Simões faz o alerta: "Não adianta nada executar esse áudio em um player que toca músicas em MP3 porque ele vai converter esse áudio, eliminando toda a informação de alta definição que você tinha na sua gravação”. Para conseguir ouvir um áudio de alta-definição você vai precisar de mais do que um fone de ouvido convencional.

Tecnicamente, para reproduzir um som de alta resolução, players, receivers, processadores e computadores devem ter um conversor digital/analógico (D/A) de 192kHz por 24 bits. Para facilitar essa identificação, desde 2014, a Sony vem estabelecendo um conceito para áudio de alta resolução com o selo HRA (High Resolution Audio), numa proposta de padronização para gravações digitais sem perda.

A ideia é uniformizar as especificações de amostragem e profundidade e vários fabricantes – como Onkyo e Technics – já aderiram, incluindo os selos em aparelhos que aceitam FLAC, DSD e os demais principais formatos de alta resolução.

Só que Simões lembra que a maior parte do público ainda escuta música nos próprios celulares e notebooks e que a maioria desses dispositivos ainda não está preparado para sons de alta-definição.

Com base na sua experiência profissional, ele afirma que acontece com mais frequência ter que lançar uma música em MP3 por questões de armazenamento e transmissão do que o contrário.
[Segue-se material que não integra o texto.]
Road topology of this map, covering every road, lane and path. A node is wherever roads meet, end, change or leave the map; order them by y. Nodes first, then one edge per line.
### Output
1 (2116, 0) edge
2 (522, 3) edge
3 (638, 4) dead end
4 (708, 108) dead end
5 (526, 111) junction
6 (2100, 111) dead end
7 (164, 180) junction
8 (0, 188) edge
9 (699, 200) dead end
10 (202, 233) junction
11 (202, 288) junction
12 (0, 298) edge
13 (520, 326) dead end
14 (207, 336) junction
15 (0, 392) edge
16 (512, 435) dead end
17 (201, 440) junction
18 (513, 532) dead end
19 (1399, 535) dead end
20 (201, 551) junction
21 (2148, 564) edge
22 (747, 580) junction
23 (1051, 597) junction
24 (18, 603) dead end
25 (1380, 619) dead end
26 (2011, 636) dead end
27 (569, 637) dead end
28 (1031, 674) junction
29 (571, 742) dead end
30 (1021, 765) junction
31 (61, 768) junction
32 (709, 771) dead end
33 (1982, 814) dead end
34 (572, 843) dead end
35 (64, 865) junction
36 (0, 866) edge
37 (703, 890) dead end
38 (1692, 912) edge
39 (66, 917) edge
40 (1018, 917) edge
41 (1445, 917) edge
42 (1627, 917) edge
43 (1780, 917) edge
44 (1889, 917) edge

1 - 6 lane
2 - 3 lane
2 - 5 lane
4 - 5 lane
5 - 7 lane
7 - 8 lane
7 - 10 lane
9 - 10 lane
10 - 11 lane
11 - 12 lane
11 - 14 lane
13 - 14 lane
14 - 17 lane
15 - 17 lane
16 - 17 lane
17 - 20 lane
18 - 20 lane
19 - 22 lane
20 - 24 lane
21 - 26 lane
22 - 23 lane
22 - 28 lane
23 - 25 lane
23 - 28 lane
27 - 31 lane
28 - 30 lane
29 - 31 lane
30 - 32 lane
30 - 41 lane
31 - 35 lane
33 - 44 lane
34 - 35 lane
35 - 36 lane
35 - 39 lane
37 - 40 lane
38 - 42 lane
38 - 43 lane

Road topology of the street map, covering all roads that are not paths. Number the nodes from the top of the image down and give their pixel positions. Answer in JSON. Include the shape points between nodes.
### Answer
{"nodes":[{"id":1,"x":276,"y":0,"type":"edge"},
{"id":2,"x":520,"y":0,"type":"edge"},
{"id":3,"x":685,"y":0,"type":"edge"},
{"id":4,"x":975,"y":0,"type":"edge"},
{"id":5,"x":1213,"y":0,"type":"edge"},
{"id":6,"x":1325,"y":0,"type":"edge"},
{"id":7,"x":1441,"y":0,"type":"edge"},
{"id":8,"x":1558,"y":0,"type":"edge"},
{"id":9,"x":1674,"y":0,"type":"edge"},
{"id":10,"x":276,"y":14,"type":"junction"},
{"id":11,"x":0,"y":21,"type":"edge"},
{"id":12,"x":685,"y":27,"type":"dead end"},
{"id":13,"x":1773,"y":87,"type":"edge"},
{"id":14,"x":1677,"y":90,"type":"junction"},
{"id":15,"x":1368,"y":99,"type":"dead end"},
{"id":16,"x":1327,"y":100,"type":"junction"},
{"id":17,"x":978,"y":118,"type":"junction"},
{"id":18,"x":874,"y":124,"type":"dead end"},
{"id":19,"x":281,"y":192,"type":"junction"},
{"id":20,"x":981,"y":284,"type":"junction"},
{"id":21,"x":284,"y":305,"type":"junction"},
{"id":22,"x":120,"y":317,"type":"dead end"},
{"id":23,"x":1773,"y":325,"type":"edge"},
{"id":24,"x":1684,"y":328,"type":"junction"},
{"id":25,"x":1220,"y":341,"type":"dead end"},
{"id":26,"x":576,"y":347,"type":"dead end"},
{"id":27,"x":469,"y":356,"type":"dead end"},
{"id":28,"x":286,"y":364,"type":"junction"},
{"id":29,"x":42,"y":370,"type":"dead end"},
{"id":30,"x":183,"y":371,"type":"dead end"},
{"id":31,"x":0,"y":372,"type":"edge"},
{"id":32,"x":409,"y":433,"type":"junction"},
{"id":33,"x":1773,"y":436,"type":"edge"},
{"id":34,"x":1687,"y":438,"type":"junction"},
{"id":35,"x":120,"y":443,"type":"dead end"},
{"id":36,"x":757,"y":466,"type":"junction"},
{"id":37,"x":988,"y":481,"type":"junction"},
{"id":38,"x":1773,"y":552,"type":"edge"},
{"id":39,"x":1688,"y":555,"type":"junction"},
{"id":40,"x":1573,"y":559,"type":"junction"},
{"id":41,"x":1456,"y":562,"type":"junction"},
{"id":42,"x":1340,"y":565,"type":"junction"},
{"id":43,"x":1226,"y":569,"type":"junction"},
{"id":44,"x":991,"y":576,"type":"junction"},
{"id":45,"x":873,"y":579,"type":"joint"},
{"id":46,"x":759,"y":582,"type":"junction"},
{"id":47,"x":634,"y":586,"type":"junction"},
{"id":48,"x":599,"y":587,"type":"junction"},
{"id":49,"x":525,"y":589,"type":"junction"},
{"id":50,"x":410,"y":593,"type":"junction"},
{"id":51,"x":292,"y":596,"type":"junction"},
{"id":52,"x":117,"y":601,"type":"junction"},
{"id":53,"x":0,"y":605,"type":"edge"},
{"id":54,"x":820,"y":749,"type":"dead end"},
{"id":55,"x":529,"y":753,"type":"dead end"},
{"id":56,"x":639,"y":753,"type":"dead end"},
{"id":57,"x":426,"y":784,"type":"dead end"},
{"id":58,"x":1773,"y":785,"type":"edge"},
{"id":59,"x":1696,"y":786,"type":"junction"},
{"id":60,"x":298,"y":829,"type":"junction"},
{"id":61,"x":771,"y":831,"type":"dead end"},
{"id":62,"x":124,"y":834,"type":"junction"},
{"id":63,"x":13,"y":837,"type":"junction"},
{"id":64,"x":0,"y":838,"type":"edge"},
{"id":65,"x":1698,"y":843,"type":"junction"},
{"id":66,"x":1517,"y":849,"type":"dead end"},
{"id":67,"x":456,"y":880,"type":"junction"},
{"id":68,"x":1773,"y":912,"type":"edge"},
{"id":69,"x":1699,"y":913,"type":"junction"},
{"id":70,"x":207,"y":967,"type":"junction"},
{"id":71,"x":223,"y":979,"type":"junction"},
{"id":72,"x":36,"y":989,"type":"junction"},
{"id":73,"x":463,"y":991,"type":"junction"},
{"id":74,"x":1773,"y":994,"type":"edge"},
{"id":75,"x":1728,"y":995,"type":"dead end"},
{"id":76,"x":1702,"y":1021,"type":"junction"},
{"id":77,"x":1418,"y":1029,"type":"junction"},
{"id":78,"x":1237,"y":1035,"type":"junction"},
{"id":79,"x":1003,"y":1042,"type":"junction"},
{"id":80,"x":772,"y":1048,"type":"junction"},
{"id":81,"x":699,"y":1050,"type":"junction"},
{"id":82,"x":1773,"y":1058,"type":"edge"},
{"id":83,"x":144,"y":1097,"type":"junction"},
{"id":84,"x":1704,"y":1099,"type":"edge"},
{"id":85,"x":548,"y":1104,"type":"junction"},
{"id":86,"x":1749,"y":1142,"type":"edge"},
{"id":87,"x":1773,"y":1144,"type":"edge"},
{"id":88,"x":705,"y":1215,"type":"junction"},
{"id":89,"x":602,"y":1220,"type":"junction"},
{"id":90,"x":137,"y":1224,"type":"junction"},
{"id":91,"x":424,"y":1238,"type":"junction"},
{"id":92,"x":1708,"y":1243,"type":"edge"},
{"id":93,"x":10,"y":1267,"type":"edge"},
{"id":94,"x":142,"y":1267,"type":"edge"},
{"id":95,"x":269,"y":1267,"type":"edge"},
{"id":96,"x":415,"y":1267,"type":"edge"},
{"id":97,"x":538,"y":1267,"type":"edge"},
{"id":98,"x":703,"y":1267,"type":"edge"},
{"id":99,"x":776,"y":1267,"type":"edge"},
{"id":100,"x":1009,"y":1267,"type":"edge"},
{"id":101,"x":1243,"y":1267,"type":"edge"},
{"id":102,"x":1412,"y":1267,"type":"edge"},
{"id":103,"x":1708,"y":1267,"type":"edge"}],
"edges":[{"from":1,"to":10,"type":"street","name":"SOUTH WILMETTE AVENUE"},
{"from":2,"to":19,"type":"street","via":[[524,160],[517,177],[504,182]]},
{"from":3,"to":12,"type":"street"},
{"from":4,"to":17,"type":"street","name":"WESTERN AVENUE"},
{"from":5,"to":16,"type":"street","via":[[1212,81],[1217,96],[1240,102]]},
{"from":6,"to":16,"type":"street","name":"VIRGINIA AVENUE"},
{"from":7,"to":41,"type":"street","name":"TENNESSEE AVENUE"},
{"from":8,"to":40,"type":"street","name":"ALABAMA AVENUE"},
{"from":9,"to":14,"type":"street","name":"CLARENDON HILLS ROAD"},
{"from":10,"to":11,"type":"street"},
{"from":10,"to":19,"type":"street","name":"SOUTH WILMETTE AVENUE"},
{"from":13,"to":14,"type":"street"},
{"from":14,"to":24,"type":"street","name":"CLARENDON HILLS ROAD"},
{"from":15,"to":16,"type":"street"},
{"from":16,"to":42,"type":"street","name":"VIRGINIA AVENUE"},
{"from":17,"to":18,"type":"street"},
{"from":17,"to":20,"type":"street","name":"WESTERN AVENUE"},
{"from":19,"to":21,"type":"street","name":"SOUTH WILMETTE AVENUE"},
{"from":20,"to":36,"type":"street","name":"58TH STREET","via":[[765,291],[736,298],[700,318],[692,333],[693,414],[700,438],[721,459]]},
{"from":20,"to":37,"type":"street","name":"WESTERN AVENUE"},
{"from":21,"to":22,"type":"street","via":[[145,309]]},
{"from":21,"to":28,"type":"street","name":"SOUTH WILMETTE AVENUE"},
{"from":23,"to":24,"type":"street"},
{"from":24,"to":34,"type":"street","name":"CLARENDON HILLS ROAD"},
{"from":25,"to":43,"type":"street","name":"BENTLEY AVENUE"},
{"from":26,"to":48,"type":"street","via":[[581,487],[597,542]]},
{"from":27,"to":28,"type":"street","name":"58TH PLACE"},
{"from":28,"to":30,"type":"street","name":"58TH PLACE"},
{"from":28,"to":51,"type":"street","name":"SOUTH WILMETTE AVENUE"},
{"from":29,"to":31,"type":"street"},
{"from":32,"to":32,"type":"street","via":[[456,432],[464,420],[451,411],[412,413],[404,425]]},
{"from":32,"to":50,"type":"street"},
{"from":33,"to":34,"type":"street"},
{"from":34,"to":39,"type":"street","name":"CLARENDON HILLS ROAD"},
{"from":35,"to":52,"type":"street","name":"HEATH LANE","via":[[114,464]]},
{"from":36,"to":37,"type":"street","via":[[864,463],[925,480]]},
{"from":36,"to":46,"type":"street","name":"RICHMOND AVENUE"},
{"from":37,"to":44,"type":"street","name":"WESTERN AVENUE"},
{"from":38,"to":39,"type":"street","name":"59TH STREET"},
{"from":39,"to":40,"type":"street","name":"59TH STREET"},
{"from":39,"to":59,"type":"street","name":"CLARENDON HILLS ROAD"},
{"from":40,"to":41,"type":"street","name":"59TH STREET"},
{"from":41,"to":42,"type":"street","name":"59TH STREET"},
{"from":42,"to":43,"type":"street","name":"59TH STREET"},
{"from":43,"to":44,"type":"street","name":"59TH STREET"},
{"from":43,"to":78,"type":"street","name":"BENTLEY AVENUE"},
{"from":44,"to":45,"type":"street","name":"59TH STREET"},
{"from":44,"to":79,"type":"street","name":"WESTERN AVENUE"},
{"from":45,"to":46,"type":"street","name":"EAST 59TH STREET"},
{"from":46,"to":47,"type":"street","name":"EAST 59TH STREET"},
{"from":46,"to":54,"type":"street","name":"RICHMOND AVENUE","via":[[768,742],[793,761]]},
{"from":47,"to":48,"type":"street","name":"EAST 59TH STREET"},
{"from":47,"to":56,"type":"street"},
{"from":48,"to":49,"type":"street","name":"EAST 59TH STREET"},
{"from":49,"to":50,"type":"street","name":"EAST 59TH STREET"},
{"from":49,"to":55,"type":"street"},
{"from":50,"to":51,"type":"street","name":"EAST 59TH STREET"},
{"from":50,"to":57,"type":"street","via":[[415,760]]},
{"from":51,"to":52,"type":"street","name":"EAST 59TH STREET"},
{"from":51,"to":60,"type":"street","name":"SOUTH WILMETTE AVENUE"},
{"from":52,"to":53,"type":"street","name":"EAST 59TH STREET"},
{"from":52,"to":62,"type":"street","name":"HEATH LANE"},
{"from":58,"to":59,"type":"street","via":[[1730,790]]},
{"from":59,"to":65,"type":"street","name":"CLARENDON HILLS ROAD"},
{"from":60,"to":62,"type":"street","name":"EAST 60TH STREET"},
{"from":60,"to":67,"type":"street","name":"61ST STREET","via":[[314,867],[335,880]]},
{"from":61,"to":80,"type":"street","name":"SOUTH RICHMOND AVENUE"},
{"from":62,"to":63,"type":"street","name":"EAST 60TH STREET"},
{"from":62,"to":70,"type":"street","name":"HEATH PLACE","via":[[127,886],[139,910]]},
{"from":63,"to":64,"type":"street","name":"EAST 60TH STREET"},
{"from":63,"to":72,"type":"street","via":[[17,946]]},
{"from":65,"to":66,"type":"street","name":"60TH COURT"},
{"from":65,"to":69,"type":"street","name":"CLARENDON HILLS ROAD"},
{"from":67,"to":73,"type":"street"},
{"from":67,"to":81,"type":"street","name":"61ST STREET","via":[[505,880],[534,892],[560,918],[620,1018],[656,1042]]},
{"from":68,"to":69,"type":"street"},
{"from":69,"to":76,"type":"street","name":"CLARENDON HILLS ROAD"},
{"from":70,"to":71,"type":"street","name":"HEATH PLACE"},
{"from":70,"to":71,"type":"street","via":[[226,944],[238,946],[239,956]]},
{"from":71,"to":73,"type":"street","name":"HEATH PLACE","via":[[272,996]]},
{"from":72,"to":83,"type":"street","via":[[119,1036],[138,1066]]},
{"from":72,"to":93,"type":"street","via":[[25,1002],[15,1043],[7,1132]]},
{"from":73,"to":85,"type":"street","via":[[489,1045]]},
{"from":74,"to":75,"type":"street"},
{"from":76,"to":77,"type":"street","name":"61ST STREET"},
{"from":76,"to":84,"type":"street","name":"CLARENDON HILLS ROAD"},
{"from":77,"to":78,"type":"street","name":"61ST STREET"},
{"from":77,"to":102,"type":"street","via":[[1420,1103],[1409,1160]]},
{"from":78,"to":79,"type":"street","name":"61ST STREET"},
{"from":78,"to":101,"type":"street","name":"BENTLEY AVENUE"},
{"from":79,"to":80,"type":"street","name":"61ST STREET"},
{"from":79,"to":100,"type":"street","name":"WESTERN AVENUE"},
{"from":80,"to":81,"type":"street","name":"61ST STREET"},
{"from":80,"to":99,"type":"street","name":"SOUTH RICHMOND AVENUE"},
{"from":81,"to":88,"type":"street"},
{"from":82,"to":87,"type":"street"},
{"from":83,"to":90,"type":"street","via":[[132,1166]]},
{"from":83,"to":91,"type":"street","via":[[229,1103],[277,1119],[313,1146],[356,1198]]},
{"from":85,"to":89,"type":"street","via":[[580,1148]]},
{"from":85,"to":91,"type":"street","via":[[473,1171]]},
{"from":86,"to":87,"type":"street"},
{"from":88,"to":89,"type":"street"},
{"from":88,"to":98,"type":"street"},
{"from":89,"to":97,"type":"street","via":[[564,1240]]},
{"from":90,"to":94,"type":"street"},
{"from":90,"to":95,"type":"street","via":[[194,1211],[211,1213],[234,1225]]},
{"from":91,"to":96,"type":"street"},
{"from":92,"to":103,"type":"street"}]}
Acredito que é muito bom para a indústria se preocupar com a alta qualidade do produto, mas acho que ainda estamos muito longe de ver isso se tornar uma realidade para o público em geral

Simões

Ainda assim, a Sony parece satisfeita com a posição num segmento “premium” com preços igualmente “premium”. Mais do que isso. A empresa agora aposta que com tecnologias como a internet 5G, o aumento das bandas vai permitir que arquivos cada vez maiores possam trafegar pela rede e, portanto, o interesse por esse tipo de produto fique cada vez maior. Mas essa é uma previsão que nós vamos ter que esperar para ver e ouvir.